Carla Adkins, of Ashton, and Jimmie
Edwards, of Milton ,
were arrested earlier this week and charged with felony child neglect resulting
in death. Their son, Carson, died in March 2013. The final autopsy report on
his death was released last month.
Investigators claim the couple
would take WIC products and return the child’s infant formula to a store in
exchange for money which they used to buy meth. They were allegedly giving the
baby whole milk which he was not able to properly digest and caused his death.
The Women, Infants, Children
program provides infant formula to low income families who can’t afford to
purchase it on their own. Cindy Pillo, the acting director of the Office of
Nutrition Services with the state DHHR says recipients go through a thorough
vetting process and during each certification visit must sign a participation
agreement which includes the guidelines and rules of the program.
“We also have several (points) and
one of them is ‘Do not trade or sell WIC food or formula with your WIC
benefits,’” stressed Pillo.
Parents who need to exchange
WIC-purchased formula must do so at a WIC clinic where everything is
documented. The returns are exchanged only for products that the children can
use. Selling them to stores or over the Internet is not allowed.
“It is against federal WIC policy
to do that,” said Pillo.
There are also guidelines for
stores who sell formula in exchange for WIC vouchers. Stores cannot “Knowingly
exchange or refund money for WIC food items.”
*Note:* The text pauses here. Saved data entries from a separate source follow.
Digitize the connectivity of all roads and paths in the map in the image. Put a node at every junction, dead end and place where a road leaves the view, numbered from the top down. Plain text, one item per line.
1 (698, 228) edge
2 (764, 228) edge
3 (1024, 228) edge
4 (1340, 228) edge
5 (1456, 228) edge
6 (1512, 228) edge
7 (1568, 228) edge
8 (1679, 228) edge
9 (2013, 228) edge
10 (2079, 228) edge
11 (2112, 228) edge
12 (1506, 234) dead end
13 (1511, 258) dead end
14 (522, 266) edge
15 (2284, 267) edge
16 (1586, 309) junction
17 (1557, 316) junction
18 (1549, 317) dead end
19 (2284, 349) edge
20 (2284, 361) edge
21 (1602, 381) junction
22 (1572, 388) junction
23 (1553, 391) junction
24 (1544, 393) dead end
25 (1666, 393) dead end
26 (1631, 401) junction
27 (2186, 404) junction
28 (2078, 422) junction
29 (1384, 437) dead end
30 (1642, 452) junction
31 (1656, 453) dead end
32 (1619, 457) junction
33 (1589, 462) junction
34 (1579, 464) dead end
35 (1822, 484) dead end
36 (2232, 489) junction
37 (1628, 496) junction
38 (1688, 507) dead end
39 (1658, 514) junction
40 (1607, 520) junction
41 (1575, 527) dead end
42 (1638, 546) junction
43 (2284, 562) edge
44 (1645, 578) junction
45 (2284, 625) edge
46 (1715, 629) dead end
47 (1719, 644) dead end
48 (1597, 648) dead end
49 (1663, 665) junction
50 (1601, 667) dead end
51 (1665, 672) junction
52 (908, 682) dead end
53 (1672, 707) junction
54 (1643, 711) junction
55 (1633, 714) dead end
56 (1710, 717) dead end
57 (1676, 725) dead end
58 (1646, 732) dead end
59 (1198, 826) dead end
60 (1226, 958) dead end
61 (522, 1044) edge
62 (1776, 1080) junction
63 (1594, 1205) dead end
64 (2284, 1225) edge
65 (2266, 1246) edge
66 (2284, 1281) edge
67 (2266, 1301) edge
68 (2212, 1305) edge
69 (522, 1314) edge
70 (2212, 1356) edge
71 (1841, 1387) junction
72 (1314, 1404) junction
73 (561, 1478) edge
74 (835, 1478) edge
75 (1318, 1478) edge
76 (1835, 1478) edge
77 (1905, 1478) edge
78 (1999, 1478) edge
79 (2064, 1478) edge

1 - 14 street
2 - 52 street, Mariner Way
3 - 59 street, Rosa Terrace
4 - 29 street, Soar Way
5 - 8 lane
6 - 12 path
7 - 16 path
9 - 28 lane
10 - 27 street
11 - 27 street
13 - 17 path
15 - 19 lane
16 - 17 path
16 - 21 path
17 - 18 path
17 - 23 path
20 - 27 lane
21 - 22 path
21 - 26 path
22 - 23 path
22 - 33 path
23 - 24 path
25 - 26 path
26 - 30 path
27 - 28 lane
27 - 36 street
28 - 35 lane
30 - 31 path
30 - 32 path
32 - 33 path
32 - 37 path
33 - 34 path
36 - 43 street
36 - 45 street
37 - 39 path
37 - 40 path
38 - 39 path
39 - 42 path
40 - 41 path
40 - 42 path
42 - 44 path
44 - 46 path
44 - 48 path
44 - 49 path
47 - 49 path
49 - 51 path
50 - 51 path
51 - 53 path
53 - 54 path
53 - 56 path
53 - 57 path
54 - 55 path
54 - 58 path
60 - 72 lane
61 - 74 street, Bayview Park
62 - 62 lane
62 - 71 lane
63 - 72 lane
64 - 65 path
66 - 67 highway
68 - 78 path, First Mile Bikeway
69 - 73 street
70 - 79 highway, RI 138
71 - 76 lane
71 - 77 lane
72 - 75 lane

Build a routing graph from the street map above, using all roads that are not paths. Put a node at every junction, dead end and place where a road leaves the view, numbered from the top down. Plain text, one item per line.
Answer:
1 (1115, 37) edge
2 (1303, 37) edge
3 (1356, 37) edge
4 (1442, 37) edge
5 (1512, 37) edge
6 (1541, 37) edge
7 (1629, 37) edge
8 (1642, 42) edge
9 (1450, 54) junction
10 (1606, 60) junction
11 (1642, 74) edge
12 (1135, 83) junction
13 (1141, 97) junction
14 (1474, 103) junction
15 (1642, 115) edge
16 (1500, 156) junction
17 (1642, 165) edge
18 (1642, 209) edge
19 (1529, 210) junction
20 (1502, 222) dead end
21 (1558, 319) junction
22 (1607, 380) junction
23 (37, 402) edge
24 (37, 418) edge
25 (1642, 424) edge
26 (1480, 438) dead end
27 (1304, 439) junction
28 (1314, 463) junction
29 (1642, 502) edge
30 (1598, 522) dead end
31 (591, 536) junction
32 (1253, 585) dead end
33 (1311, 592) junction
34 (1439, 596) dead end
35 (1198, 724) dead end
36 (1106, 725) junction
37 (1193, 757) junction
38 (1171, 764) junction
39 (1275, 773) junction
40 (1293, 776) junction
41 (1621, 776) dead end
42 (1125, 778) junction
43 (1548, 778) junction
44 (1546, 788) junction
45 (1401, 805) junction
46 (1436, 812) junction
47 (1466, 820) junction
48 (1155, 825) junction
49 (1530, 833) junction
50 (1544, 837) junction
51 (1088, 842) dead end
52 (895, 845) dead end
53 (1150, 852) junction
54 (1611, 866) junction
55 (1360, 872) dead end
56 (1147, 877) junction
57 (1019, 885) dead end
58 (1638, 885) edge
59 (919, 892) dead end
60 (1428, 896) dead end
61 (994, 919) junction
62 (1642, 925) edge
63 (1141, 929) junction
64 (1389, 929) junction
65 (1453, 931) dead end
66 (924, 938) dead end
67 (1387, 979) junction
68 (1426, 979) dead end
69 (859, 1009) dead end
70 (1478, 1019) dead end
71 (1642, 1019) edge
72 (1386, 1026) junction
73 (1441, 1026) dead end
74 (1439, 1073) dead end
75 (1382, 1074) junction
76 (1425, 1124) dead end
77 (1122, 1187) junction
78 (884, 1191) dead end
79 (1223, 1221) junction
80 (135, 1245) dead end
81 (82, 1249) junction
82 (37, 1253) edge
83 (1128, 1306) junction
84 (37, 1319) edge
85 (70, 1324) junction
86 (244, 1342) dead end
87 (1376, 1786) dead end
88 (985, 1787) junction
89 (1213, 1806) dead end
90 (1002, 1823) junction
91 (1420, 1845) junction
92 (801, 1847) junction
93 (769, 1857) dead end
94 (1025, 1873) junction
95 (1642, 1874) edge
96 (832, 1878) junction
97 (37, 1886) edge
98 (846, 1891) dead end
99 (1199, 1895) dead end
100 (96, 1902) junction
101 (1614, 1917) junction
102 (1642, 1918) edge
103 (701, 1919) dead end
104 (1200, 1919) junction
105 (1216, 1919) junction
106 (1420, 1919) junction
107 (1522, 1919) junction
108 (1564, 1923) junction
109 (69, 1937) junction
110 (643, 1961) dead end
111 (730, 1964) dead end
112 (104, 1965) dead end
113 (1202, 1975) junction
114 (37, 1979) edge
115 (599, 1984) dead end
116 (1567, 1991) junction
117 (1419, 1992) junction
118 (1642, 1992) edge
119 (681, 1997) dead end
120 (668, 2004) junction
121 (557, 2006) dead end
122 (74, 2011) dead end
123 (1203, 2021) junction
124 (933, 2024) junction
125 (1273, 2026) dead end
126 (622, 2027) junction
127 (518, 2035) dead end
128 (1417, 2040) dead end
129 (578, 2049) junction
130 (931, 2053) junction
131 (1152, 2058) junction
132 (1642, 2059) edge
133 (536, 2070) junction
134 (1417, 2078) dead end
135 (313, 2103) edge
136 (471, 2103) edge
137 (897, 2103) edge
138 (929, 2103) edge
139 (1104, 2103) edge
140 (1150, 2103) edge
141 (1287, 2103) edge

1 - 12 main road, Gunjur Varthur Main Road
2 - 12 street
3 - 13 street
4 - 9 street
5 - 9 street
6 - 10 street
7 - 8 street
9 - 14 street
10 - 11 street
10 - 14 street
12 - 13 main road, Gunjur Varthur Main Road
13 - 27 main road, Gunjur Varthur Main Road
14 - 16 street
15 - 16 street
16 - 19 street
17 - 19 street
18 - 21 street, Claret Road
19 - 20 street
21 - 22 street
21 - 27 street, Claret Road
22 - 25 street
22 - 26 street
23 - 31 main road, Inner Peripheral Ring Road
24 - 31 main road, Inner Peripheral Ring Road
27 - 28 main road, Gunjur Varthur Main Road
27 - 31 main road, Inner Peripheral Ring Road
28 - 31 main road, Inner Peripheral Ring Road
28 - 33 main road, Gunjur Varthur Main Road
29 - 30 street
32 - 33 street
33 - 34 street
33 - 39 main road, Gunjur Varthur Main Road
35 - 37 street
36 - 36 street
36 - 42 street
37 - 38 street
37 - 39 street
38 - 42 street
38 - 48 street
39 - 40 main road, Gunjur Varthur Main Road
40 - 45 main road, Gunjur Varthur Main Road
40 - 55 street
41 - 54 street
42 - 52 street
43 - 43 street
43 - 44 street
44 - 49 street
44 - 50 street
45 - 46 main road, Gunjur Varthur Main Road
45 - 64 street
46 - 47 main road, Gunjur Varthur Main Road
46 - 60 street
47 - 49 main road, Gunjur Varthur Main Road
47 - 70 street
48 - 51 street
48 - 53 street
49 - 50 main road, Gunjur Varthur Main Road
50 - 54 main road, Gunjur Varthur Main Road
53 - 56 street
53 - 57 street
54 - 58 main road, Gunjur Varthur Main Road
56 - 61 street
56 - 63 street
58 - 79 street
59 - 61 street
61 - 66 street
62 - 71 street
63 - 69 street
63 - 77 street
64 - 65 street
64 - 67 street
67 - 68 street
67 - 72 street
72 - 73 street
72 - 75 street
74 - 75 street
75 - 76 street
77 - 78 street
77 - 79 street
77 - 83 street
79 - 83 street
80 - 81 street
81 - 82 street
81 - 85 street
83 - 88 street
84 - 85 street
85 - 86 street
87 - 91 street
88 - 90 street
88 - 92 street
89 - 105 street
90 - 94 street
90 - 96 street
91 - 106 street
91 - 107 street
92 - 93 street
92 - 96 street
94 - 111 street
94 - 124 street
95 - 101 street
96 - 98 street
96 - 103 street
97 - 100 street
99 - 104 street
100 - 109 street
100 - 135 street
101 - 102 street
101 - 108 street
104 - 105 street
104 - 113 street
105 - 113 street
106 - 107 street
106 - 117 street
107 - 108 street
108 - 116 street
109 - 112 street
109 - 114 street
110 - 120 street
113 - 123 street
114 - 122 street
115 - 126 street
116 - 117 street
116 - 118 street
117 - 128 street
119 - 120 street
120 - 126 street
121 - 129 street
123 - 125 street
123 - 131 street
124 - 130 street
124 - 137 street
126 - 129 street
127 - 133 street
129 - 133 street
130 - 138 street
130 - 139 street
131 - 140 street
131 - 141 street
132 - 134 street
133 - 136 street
Pillo said WIC does look out for
potential fraud.
“We do have a program integrity
unit that reviews any abuse allegations. We also have a compliance person in
our compliance unit that does compliance buys. In grocery stores, anytime we
have any allegations of of abuse, we investigate those also,” stressed Pillo.
Pillo could not speak directly to
the case involving Adkins and Edwards or whether they had been under
investigation.
Adkins and Edwards remain in jail
on $500,000 bail each.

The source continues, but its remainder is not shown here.